DATA UNDER STUDY START

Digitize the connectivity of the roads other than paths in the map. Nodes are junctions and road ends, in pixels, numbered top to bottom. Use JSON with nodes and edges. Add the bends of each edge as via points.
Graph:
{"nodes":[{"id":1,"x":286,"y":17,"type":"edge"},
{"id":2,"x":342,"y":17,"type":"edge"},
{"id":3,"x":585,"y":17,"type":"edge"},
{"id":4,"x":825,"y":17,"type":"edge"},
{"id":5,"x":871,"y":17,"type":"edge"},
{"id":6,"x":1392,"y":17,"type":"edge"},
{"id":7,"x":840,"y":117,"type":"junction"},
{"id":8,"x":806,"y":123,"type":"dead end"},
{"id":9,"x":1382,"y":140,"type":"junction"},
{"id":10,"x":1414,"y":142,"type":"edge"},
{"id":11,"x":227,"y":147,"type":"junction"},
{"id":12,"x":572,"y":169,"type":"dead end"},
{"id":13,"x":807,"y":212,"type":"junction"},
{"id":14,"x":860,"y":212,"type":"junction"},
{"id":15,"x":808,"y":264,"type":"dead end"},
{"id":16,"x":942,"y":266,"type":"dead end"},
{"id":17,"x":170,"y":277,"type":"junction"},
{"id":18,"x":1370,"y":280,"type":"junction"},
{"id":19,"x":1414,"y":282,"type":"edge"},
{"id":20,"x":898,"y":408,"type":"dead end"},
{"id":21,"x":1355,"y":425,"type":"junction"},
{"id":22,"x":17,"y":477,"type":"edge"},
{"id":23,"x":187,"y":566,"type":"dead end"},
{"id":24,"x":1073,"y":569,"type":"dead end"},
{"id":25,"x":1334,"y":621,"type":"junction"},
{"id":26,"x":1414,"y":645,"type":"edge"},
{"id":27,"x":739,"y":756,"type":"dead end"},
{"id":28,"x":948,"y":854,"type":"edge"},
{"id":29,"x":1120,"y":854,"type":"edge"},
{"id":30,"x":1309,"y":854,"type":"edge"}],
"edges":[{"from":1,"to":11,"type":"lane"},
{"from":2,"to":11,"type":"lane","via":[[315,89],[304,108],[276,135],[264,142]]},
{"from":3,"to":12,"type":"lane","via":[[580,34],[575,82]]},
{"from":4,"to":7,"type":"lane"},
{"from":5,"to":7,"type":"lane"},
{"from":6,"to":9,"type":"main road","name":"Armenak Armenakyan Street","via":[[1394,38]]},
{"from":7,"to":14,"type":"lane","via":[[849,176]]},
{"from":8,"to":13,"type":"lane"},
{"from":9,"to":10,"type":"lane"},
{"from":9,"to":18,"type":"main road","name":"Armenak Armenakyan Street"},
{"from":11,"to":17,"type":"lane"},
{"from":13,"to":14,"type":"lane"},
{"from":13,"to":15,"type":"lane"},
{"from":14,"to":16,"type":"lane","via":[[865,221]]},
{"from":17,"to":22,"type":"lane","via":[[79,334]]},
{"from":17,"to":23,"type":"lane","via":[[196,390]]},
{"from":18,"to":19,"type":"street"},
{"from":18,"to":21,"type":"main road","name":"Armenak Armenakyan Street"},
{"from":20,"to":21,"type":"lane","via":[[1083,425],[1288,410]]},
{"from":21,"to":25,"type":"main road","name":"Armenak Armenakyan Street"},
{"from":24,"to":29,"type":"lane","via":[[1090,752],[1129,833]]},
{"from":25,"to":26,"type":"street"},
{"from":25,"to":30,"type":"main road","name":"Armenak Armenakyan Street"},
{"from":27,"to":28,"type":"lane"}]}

DATA UNDER STUDY END

In the entries above, find each line with the string "nodes" and copy it.

» **RESULT OF THIS EXERCISE**:
Digitize the connectivity of the roads other than paths in the map. Nodes are junctions and road ends, in pixels, numbered top to bottom. Use JSON with nodes and edges. Add the bends of each edge as via points.
{"nodes":[{"id":1,"x":286,"y":17,"type":"edge"},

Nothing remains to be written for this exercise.